#### TASK DESCRIPTION
Each line of the material below with the word "this" is to be reported.

#### GIVEN RECORDS
------------------------------------------------------------------------

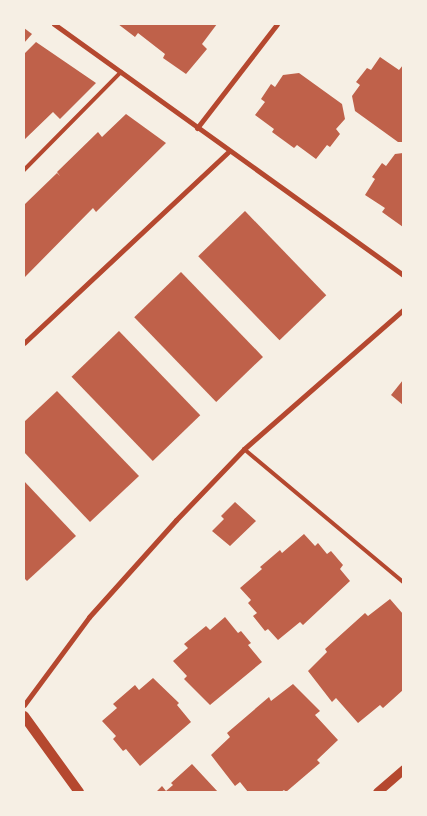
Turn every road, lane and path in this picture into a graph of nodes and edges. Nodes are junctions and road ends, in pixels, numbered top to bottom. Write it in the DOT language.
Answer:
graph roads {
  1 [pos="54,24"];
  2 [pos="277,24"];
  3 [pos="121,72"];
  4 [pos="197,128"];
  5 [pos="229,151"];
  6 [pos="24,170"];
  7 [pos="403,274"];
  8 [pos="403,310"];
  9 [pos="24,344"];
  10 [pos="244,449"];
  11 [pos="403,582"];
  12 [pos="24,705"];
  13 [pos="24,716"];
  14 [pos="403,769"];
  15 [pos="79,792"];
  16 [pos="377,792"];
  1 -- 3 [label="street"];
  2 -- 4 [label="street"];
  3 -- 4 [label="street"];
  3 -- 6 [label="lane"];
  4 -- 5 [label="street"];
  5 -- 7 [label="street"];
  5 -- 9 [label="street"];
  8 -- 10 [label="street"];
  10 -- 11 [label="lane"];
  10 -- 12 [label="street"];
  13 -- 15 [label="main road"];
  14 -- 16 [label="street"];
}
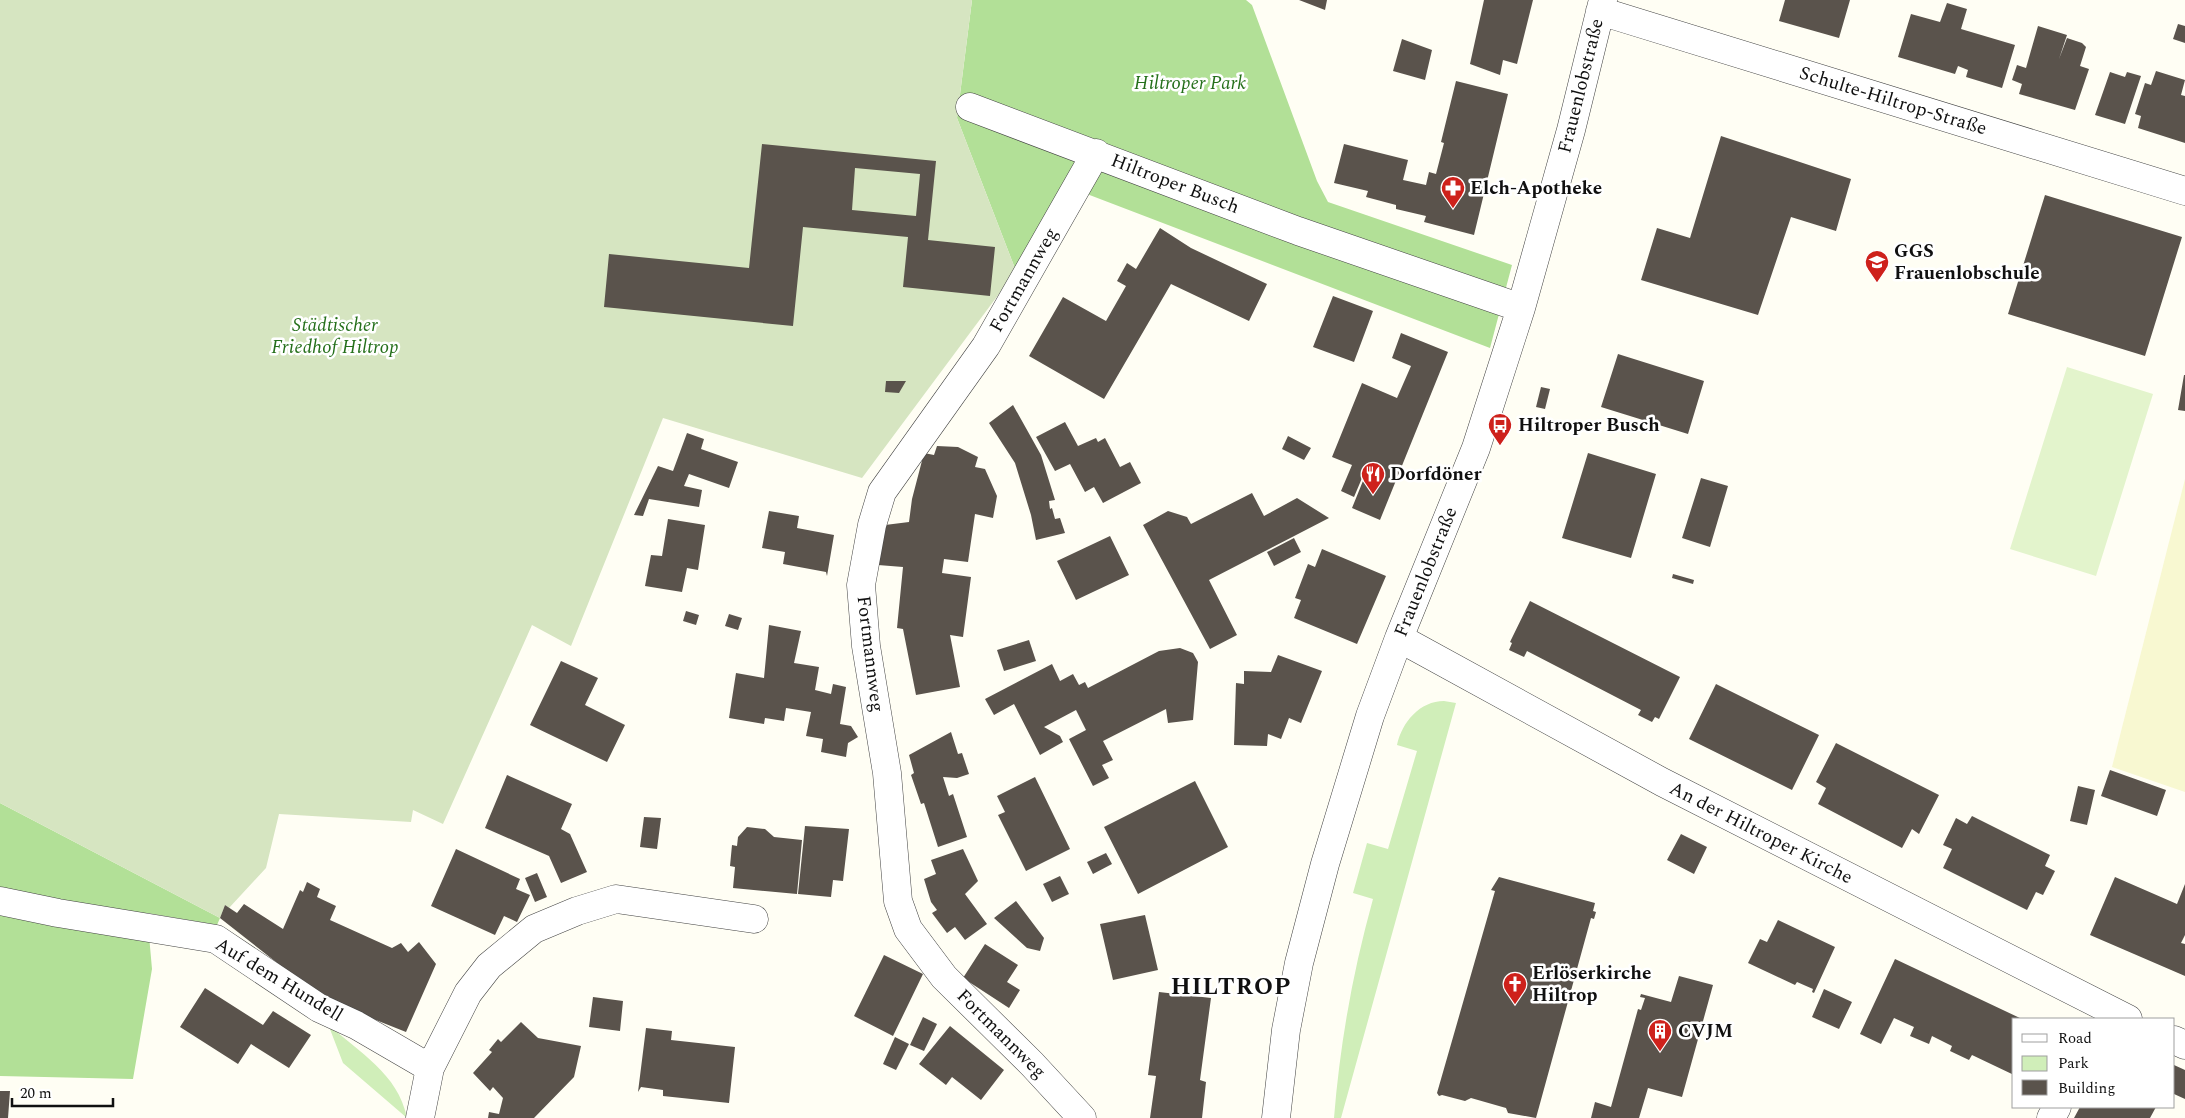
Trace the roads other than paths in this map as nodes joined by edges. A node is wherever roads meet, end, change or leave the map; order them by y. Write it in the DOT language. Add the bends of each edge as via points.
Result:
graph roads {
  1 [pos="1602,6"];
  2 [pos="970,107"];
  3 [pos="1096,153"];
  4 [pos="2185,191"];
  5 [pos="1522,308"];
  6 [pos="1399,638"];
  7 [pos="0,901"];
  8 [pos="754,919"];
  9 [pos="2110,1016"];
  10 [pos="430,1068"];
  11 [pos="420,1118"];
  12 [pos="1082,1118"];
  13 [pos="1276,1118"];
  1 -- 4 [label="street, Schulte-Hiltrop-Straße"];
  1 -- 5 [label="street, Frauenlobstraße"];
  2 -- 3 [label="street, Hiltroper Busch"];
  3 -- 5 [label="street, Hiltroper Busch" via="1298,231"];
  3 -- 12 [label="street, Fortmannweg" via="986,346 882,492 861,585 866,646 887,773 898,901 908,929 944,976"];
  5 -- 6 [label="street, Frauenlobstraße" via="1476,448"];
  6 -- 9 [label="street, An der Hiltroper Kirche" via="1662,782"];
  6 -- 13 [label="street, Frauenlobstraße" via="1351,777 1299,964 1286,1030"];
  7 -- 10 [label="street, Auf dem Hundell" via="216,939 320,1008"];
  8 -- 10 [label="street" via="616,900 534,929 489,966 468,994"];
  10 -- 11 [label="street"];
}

------------------------------------------------------------------------

#### WRITTEN RESPONSE
Turn every road, lane and path in this picture into a graph of nodes and edges. Nodes are junctions and road ends, in pixels, numbered top to bottom. Write it in the DOT language.
Trace the roads other than paths in this map as nodes joined by edges. A node is wherever roads meet, end, change or leave the map; order them by y. Write it in the DOT language. Add the bends of each edge as via points.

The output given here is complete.